Oh man, I know just what you mean! That achey painful feeling in the chest of a heart that wants to bust out with all the hurt there is in the world and grow a pair of legs to walk across an ocean and help first hand. And you know what? I think that’s exactly how God wants us to feel. And then he reminds us we don’t need to cross an ocean to get started. Sometimes we only need to cross the street.
Thank you for sharing your beautiful heart with us!
Lisa-Jo
I too have had a heavy heart about many of the same posts you mentioned and also after reading Radical by David Platt.
I know that God wants me to do something about it! I am trying to figure out what that is and what that means!
You aren’t alone!
Such a powerful post Erin! In the right time HE will do something through your beautiful loving soul!

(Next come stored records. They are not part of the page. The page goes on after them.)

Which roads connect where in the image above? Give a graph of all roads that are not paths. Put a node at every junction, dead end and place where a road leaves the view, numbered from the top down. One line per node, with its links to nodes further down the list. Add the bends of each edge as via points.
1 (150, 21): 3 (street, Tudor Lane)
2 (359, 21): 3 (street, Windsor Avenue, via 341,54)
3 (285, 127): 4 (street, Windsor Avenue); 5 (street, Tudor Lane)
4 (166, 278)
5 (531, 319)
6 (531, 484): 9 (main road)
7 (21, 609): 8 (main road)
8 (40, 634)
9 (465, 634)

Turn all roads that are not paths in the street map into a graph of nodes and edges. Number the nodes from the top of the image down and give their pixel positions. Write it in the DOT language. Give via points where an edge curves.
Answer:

Lovely post! We just started sponsoring a child through Compassion.
Mmm, those are delicious times for me. Wrenching, yes. But kind of like churning up the ground so seeds can take root and flourish. Revel in it and continue to seek where God is leading, friend. I look forward to hearing what comes of it.
I can identify. I would love to be in a position to pick up some of the weight that others carry. It breaks my heart to see hurt and not be able to make it go away.

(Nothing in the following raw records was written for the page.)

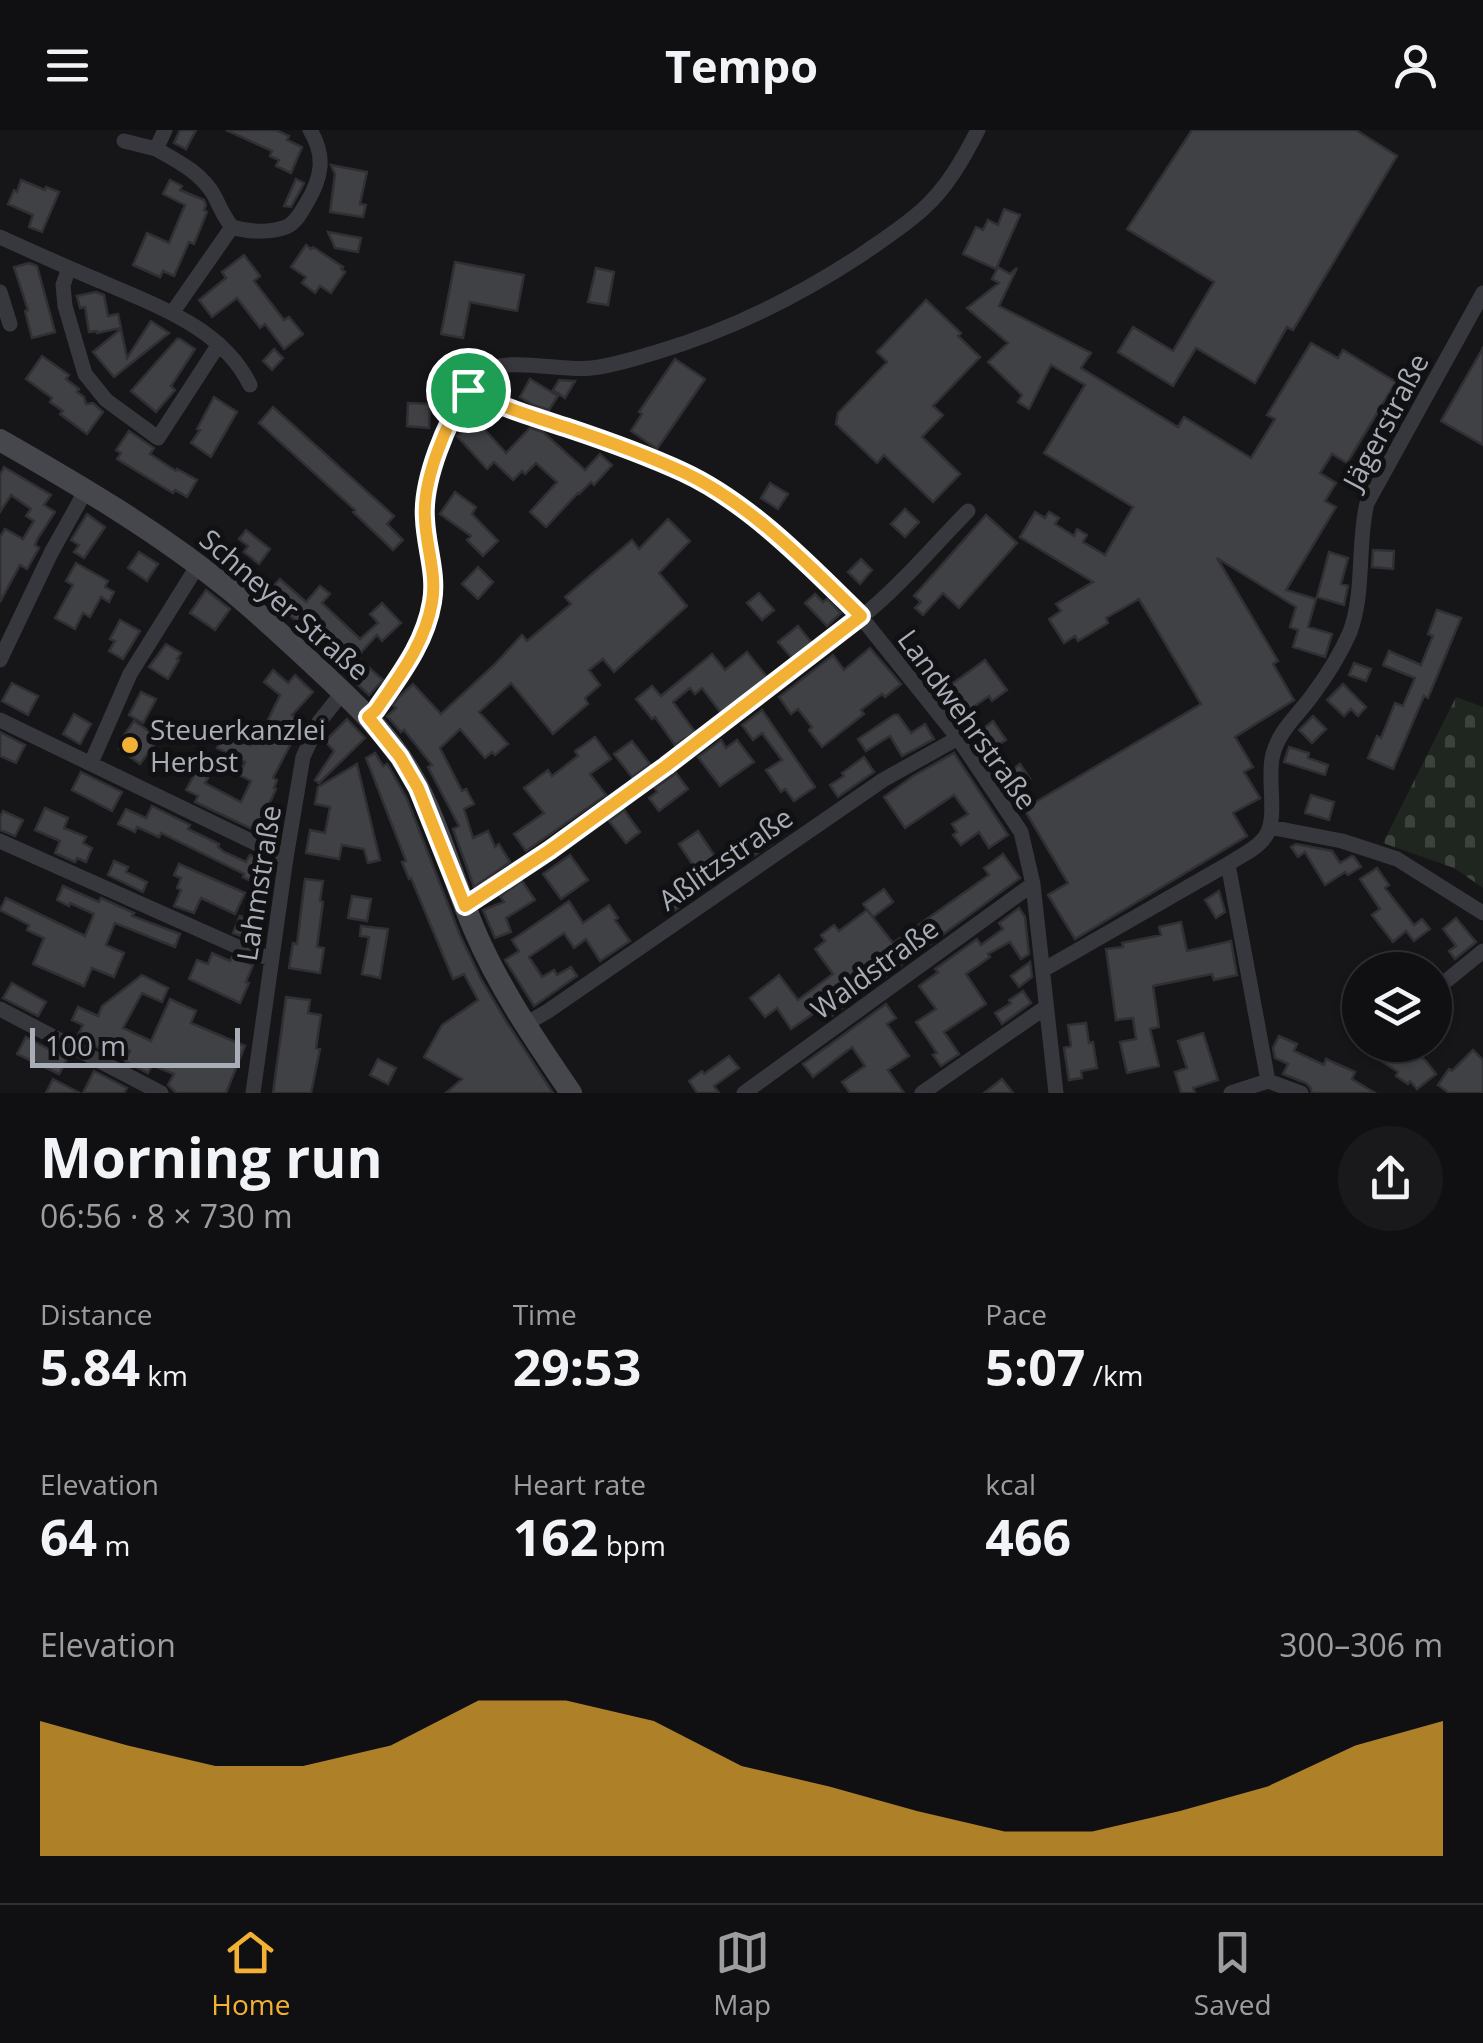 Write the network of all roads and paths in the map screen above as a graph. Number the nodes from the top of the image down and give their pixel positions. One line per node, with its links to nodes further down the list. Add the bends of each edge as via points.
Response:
1 (166, 130): 5 (street)
2 (310, 130): 6 (street, via 320,172 298,218 268,230)
3 (978, 130): 15 (street, via 957,170 924,209 759,315 589,369 488,370)
4 (124, 141): 5 (street)
5 (156, 149): 6 (street, via 205,183)
6 (232, 227): 11 (street)
7 (0, 237): 8 (street)
8 (69, 268): 11 (street); 13 (street, via 65,306 85,374 106,400 158,438)
9 (0, 292): 12 (street)
10 (1483, 293): 27 (street, Jägerstraße, via 1367,503 1351,628 1273,752)
11 (172, 313): 13 (street)
12 (10, 324)
13 (219, 344): 14 (street)
14 (250, 384)
15 (468, 390): 20 (street, Landwehrstraße, via 700,482 790,548); 23 (street, via 425,502 433,579 428,620 413,656)
16 (0, 440): 17 (street, Schneyer Straße)
17 (86, 490): 19 (street, Schneyer Straße); 21 (street)
18 (968, 511): 20 (street, Landwehrstraße)
19 (198, 565): 22 (street, Schneyer Straße); 26 (street, via 130,674)
20 (861, 616): 25 (street, Landwehrstraße); 32 (street, via 666,766)
21 (0, 660)
22 (343, 692): 23 (street, Schneyer Straße); 29 (street, Lahmstraße, via 308,742)
23 (368, 717): 32 (street, Schneyer Straße, via 418,788)
24 (0, 720): 26 (street)
25 (958, 738): 31 (street, Landwehrstraße, via 1021,832); 40 (street, Aßlitzstraße, via 883,780)
26 (90, 763): 29 (street)
27 (1270, 828): 30 (street); 33 (street, via 1398,858)
28 (0, 841): 35 (street)
29 (286, 858): 35 (street, Lahmstraße)
30 (1228, 864): 36 (street); 41 (street)
31 (1034, 884): 36 (street, Landwehrstraße); 45 (street, Waldstraße)
32 (465, 906): 40 (street, Schneyer Straße)
33 (1483, 913)
34 (1483, 950): 37 (street)
35 (271, 959): 43 (street, Lahmstraße)
36 (1043, 970): 38 (street, Landwehrstraße)
37 (1452, 976)
38 (1046, 1007): 46 (street); 47 (street, Landwehrstraße)
39 (0, 1008): 42 (street)
40 (524, 1025): 44 (street, Schneyer Straße)
41 (1268, 1081): 48 (street); 49 (street)
42 (161, 1093)
43 (252, 1093)
44 (570, 1093)
45 (744, 1093)
46 (922, 1093)
47 (1056, 1093)
48 (1231, 1093)
49 (1301, 1093)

I haven’t even read the other posts yet and my eyes are wet with tears! In 1999 I went on a mission trip – then I was more excited for the fact that I was going to China and Tibet. I’d see the Great Wall and the palace that the Dahli Lama lived in. It wasn’t until recent months that I have come to a realization of what the trip really meant for me and how it has touched my life.

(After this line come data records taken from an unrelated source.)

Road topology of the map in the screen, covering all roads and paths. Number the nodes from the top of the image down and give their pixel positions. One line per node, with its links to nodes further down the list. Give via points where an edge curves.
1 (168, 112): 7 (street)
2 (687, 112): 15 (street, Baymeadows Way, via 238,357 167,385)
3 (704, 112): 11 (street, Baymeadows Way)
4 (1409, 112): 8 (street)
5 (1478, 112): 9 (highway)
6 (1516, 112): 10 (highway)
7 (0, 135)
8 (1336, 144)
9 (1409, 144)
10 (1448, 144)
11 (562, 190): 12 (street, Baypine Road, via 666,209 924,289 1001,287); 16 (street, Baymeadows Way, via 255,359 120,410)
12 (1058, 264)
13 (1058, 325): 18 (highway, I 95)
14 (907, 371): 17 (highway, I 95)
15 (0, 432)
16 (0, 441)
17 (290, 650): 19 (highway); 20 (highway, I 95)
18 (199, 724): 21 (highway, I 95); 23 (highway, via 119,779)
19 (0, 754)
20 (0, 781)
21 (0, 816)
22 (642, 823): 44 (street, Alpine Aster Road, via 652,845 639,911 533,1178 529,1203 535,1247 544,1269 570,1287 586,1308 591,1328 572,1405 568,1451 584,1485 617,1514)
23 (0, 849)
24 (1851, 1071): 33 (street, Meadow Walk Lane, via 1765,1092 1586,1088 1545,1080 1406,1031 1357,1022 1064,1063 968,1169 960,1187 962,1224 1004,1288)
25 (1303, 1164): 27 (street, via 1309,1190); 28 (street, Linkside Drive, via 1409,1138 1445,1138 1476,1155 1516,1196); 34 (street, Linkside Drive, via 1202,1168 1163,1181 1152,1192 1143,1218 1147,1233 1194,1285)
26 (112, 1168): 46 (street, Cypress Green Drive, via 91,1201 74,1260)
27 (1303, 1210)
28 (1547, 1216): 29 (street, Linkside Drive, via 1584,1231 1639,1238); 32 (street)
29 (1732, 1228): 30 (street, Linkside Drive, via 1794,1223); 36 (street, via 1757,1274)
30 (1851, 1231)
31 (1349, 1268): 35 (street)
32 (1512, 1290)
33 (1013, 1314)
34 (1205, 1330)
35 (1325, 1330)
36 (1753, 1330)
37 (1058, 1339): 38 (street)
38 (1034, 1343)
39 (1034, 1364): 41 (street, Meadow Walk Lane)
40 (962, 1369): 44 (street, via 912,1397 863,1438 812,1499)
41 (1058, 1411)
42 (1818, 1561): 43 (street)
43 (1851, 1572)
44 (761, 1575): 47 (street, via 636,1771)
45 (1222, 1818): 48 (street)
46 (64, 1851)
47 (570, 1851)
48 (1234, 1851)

Now, I’m in a position similar to you – I’m a stay-at-home mom with three young kids. I can’t leave and I can’t go to places that I’d like to help. Instead I continue to support the organization that I went with and continue to help them in any way I can – be it raising awareness through social media, writing posts about my trip and other things.
Looking forward to reading all the touching posts!
Thank you so much for this inspiring post and for linking to the others. It’s people like you (and all of the others who commented) who make us wonder how we can find even more ways to live out our mission statement of “Changing Education for the Glory of God.” So often we get so focused on offering home education for people who live in the states and forgot about so many children and families who aren’t even getting clean drinking water around the world.
Thanks so much for this.
Ryan from Alpha Omega Publications.
Beautiful post! May God use your words to make a difference, at a time with that might be all you have. May He be glorified through you and your blog! ♥ Michelle
SomeGirl added this to the Best Of Link Up this week @29lincolnavenue and I can see why! So glad she did!
And I have the thought, that God wants your heart more than you money. See, He owns the cattle on a thousand hills….but hearts? Well, they have to give Him access. And with yours flung wide open, the possibilities are endless!